When Too Much Analysis Is Barely Enough
Amongst the standard-issue ammunition in the journalism industry’s defensive skirmishes against those pesky citizen journalists and news bloggers is the deceptively simple claim that there’s a clear difference between reporting the news, i.e. breaking stories (which is what professional journalists do) and commenting on the news, i.e. “endless talk” (which is what everyone else does).
It’s a line repeated in the latest missive from Christian Kerr in The Australian - a rabid, self-serving rant against all those online commentators from Possum’s Pollytics to Larvatus Prodeo whom he doesn’t like, curiously claiming in its title that “our blogs [are] too analytical”, as if intelligent analysis is somehow a bad thing.
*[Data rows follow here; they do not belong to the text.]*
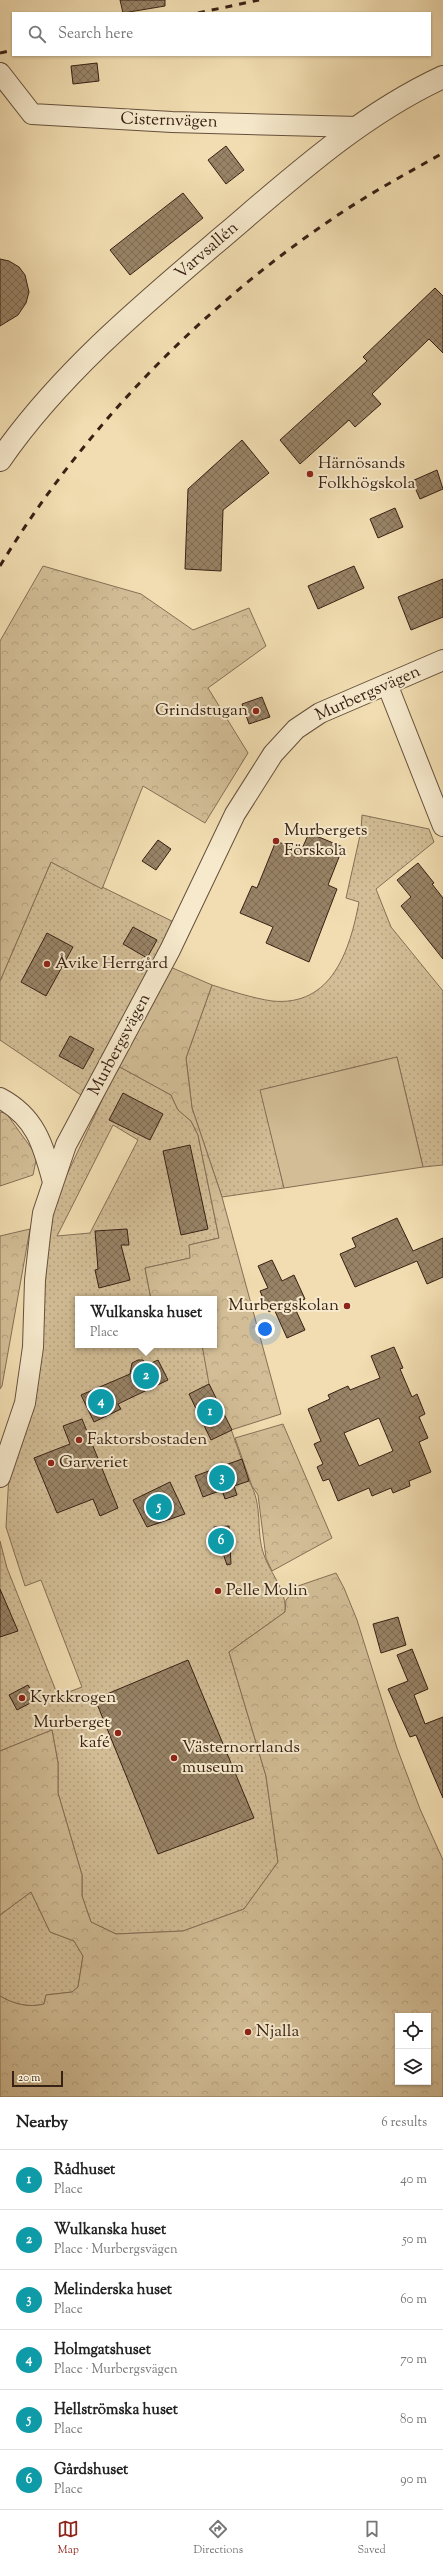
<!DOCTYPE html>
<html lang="en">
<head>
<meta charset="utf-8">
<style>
  body { margin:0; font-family:"Sorts Mill Goudy",serif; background:#f6f6f6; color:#222 }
  .controls { position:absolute; right:12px; bottom:12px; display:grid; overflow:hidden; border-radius:0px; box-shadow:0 1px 3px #0004 }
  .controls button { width:36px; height:36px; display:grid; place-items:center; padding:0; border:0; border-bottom:1px solid #e0e0e0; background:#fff; color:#222; font:20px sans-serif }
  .scale { position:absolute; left:12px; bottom:10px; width:51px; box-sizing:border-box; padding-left:4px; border:2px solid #382115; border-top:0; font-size:11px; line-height:14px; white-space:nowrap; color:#382115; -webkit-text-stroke:3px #f6e9cc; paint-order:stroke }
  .you { position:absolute; left:265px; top:1329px; width:14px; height:14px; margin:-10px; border:3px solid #fff; border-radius:50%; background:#1a73e8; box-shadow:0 0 0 6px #1a73e833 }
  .badge { display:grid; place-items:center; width:26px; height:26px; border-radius:50%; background:#8f2418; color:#fff; font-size:13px; font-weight:700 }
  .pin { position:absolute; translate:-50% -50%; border:2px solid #fff; box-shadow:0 1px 4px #0006 }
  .popup { position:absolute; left:75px; top:1296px; width:142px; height:52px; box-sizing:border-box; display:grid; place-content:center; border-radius:0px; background:#fff; filter:drop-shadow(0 1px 3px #0005); font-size:13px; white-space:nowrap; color:#767676 }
  .popup b { font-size:15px; color:#222 }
  .popup::after { content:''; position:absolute; left:50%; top:100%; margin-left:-8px; border:8px solid transparent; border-top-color:#fff }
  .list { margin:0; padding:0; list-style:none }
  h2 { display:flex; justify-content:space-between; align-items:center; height:52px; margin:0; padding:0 16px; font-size:17px }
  h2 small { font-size:13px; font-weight:400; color:#767676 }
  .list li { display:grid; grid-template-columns:26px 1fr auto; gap:12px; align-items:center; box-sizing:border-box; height:60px; padding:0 16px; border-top:1px solid #e0e0e0 }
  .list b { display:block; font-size:15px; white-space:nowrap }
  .list p { margin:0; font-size:13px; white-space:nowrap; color:#767676 }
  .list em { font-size:13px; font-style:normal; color:#767676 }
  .icon { flex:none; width:22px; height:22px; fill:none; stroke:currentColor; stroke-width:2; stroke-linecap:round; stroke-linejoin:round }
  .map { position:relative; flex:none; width:443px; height:2097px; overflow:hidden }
  .search { position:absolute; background:#fff; box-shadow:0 1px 3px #0004; left:12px; right:12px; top:12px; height:44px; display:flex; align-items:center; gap:10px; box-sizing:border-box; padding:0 14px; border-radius:0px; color:#767676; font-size:15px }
  .sheet { height:412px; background:#fff }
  nav { display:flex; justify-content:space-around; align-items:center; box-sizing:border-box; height:56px; border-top:1px solid #e0e0e0; background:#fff; font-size:11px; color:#767676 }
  nav a { display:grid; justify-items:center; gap:2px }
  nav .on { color:#8f2418 }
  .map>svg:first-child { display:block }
  .grass { fill:url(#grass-dots); stroke:#856f56; fill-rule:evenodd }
  .forest { fill:url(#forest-crowns); stroke:#856f56; fill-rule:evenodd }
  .pitch { fill:#d2bd96; stroke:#856f56 }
  .building { fill:url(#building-cross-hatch); stroke:#382115; fill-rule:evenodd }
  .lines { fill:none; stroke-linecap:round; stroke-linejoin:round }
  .minor-casing { stroke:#66503c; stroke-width:22 }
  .tertiary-casing { stroke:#66503c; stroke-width:24 }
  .minor { stroke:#f6e9cc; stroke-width:20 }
  .tertiary { stroke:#f6e9cc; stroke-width:22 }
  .rail { stroke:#382115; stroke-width:3; stroke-dasharray:7 7; stroke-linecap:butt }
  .poi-dot { fill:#8f2418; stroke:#f6e9cc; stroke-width:1.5 }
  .labels { text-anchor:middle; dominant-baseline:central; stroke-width:4; stroke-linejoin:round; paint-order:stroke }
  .street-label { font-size:17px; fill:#382115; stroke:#f6e9cc }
  .poi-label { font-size:17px; fill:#382115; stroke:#f6e9cc; text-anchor:start }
</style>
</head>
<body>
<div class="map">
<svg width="443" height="2097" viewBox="0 0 443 2097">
  <defs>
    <pattern id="grass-dots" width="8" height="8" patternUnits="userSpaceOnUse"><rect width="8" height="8" fill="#d2bd96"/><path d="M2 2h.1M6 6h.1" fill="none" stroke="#b5a280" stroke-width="1.8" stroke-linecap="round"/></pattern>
    <pattern id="forest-crowns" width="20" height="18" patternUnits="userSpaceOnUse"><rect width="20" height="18" fill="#d2bd96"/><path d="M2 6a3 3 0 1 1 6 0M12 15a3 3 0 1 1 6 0" fill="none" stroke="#b5a280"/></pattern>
    <pattern id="building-cross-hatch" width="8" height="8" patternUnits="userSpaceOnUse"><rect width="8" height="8" fill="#988366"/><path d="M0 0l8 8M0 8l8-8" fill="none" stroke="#7d6b53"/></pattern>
  </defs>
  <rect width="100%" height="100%" fill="#f1ddb1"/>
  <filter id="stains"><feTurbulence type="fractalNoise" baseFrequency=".005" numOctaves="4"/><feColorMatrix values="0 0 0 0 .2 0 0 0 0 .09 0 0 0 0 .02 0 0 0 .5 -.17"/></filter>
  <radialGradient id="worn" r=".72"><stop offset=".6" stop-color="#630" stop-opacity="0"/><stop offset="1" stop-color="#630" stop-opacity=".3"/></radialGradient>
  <path class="grass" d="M362 815 429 829 434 842 376 889 391 927 443 991V1165L423 1167 397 1057 261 1090 284 1188 222 1197 192 1108 186 1058 212 985C231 991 252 998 272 1001 332 1007 350 950 359 902L346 898 361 831Z
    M51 862 180 925 81 1095 0 1040V981Z
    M118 1066 171 1095 178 1110 191 1121 198 1135 219 1238 189 1245 191 1258 145 1268 151 1299H78V1345H202L249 1481C264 1507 255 1530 264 1555 271 1575 287 1590 285 1612L229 1652 266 1776 278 1862 244 1909 183 1931 116 1934 91 1922 82 1896V1875L58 1793V1763L52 1730 0 1751V1541L7 1568 58 1696 82 1687 41 1580 25 1586 6 1527 9 1474 44 1261 55 1200ZM113 1125 138 1140 90 1233 57 1236Z
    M31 1892 50 1932 74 1941 83 1956 78 1987 72 1992 46 1995 44 2004C29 2008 13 2004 0 1996V1915Z"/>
  <path class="forest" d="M43 566 141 594 193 630 249 608 266 646 208 688 248 753 205 823 143 786 102 889 51 862 0 981V641Z
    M168 966 212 985 186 1058 192 1108 222 1197 281 1414 231 1430 209 1384 202 1345H214V1299H151L145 1268 190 1258 189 1245 219 1238 198 1135 191 1121 178 1110 171 1095 118 1066Z
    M0 1112 6 1113 37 1156 33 1175 0 1186Z
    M30 1229 2 1386 0 1389V1236Z
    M283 1424 332 1538 272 1571 266 1558 258 1495 252 1486 235 1438Z
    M336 1573 344 1588 357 1620 397 1748 420 1809 443 1860V2097H0V1996C13 2004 29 2008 44 2004L46 1995 72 1992 78 1987 83 1956 74 1941 50 1932 31 1892 0 1915V1751L52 1730 58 1763V1793L82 1875V1896L91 1922 116 1934 183 1931 244 1909 278 1862 266 1776 229 1652 285 1612 286 1600 298 1586ZM398 2016H428V2082H398Z"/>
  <path class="pitch" d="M397 1057 423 1167 284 1188 260 1090Z"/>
  <path class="building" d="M120 0H165V6L123 13Z
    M97 63 99 81 73 84 71 66Z
    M226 146 244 170 226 184 208 160Z
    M183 193 203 218 130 275 110 250Z
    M0 259 9 261 19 267 25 275 29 292 26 303 18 315 0 326Z
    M435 288 443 296V353L429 339 372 394 381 404 355 427 349 420 300 464 280 440 367 361 363 357Z
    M242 440 269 473 223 510 221 571 185 569 188 489Z
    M437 470 443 489 420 499 412 481Z
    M395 508 403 527 378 538 370 519Z
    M354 566 364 588 318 609 308 586Z
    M443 579V617L411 630 398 597Z
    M262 697 270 717 249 724 242 704Z
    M309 833 343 847 328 885 337 889 309 962 266 943 273 927 240 913 252 886 257 888 276 841 301 851Z
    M158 840 171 849 156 870 142 861Z
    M418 863 434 883 432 884 443 898V959L401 906 411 897 397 880Z
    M133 927 157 940 147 958 123 944Z
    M47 933 73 947 46 996 21 982Z
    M70 1036 94 1049 83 1069 59 1056Z
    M123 1093 163 1114 150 1140 109 1120Z
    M190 1145 208 1229 181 1235 163 1151Z
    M397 1218 413 1251 443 1238V1277L427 1284 417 1261 355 1287 340 1254 356 1247 352 1238Z
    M127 1229 129 1245H121L130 1280 99 1288 95 1270 98 1269 95 1231Z
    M272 1260 282 1281 294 1275 305 1299 293 1304 305 1330 287 1338 274 1309 269 1312 260 1291 268 1288 258 1266Z
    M394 1347 403 1368 400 1369 412 1397 417 1394 425 1414 419 1417 428 1438 419 1442 431 1472 409 1481 410 1486 393 1493 391 1488 372 1496 369 1488 338 1501 329 1479 323 1481 317 1467 323 1464 314 1444 321 1441 308 1409 330 1399 328 1395 348 1386 350 1390 380 1378 371 1356ZM379 1418 393 1451 359 1466 344 1433Z
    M138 1360H143L147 1365 158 1360 168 1380 118 1404 121 1409 94 1422 81 1395 130 1374 132 1363Z
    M209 1384 232 1430 211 1440 189 1394Z
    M82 1419 118 1508 100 1516 93 1499 57 1513 34 1458 70 1444 63 1426Z
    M242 1459 249 1481 234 1486 237 1495 225 1499 222 1490 203 1497 195 1476Z
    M170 1482 185 1514 147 1527 133 1500Z
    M229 1526 231 1564 227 1565 214 1527Z
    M0 1589 18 1631 0 1637Z
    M398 1617 406 1645 381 1653 373 1624Z
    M412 1649 428 1689 414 1695 425 1724 443 1717V1798L416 1735 410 1737 388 1689 408 1681 397 1655Z
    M188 1660 254 1818 158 1854 95 1699Z
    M28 1685 36 1700 17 1710 9 1695Z"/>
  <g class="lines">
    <defs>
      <path id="minor" d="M0 73 32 114 172 122 358 127
        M387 684 443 826
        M0 1098C36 1117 43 1145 53 1182
        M0 1477 25 1403 33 1347 35 1280 40 1235 43 1213 66 1145 170 950 235 814 273 754 296 729 320 713 443 660"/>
      <path id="tertiary" d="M0 460C60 373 146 302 226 234 294 176 361 115 443 77"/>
    </defs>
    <use href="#minor" class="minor-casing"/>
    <use href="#tertiary" class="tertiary-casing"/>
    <use href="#minor" class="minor"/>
    <use href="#tertiary" class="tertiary"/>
    <path class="rail" d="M198 13 259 0
      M0 53 13 50
      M0 566C86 424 208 300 347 209 378 189 411 171 443 153"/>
  </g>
  <g class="poi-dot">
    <circle cx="310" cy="474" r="4"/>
    <circle cx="256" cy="711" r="4"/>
    <circle cx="276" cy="841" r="4"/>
    <circle cx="47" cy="964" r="4"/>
    <circle cx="347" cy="1306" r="4"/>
    <circle cx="79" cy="1440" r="4"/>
    <circle cx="51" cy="1463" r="4"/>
    <circle cx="218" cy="1591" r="4"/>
    <circle cx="22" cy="1698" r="4"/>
    <circle cx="118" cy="1733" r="4"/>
    <circle cx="174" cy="1758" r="4"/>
    <circle cx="248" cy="2032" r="4"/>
  </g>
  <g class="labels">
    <g class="street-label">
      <text transform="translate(169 121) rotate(2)">Cisternvägen</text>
      <text transform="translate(207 251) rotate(-41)">Varvsallén</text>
      <text transform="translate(368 694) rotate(-24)">Murbergsvägen</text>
      <text transform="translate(120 1045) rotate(-62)">Murbergsvägen</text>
    </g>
    <g class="poi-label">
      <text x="318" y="464">Härnösands<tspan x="318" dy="20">Folkhögskola</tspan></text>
      <text x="248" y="711" text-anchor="end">Grindstugan</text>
      <text x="284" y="831">Murbergets<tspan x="284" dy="20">Förskola</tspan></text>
      <text x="55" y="964">Åvike Herrgård</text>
      <text x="339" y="1306" text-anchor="end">Murbergskolan</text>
      <text x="87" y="1440">Faktorsbostaden</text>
      <text x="59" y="1463">Garveriet</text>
      <text x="226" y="1591">Pelle Molin</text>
      <text x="30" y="1698">Kyrkkrogen</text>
      <text x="110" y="1723" text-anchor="end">Murberget<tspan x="110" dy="20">kafé</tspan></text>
      <text x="182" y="1748">Västernorrlands<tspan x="182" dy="20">museum</tspan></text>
      <text x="256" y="2032">Njalla</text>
    </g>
  </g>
  <rect width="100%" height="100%" filter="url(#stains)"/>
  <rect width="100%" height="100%" fill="url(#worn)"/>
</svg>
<div class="controls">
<button><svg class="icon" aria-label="locate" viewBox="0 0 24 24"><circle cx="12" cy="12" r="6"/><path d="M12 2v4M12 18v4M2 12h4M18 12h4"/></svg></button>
<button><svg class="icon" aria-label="layers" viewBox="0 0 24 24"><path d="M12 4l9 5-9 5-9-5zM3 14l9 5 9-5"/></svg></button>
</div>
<div class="scale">20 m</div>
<div class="you"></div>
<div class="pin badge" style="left:210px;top:1412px;background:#0f9aa8">1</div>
<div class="pin badge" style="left:146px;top:1376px;background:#0f9aa8">2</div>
<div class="popup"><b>Wulkanska huset</b>Place</div>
<div class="pin badge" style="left:222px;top:1478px;background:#0f9aa8">3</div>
<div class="pin badge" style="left:101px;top:1402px;background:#0f9aa8">4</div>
<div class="pin badge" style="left:159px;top:1507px;background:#0f9aa8">5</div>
<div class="pin badge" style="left:221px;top:1541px;background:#0f9aa8">6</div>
<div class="search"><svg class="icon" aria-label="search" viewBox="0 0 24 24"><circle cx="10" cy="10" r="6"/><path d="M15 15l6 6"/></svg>Search here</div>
</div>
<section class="sheet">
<h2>Nearby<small>6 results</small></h2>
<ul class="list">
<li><span class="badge" style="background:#0f9aa8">1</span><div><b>Rådhuset</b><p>Place</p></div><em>40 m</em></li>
<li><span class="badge" style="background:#0f9aa8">2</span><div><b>Wulkanska huset</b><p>Place · Murbergsvägen</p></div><em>50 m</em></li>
<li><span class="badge" style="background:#0f9aa8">3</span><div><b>Melinderska huset</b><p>Place</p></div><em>60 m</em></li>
<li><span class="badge" style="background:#0f9aa8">4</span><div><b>Holmgatshuset</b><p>Place · Murbergsvägen</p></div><em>70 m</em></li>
<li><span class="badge" style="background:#0f9aa8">5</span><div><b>Hellströmska huset</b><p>Place</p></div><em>80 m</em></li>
<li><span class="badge" style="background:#0f9aa8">6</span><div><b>Gårdshuset</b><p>Place</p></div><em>90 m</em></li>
</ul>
</section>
<nav>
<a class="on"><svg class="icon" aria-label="map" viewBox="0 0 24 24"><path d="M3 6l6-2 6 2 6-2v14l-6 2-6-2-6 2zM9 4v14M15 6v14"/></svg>Map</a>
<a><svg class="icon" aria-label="directions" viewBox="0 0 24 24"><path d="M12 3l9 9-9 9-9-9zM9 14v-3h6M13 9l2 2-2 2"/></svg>Directions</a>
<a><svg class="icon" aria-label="saved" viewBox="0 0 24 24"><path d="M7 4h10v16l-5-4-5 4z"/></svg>Saved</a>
</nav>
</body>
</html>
Still, if nothing else, it’s got one thing going for it: if ‘real’ journalists are the ones that break stories, then Kerr himself isn’t a journalist.
One problem with that neat definition, though, is that breaking stories isn’t a particularly common trait of mainstream newsroom practice these days: much of the content of our daily newspapers and broadcast bulletins comes from a diminishing number of global wire services, and is simply processed by journalists to fit the local context. Similar to citizen journalists’ common practice of gatewatching - following the news passing through the gates of mainstream news publications, and then commenting on it - this is a kind of industrial gatewatching, where agency feeds are constantly monitored for new items to be inserted into the locally-produced publication. So, news bloggers and citizen journalists don’t tend to break stories - but neither, for the most part, do professional journalists.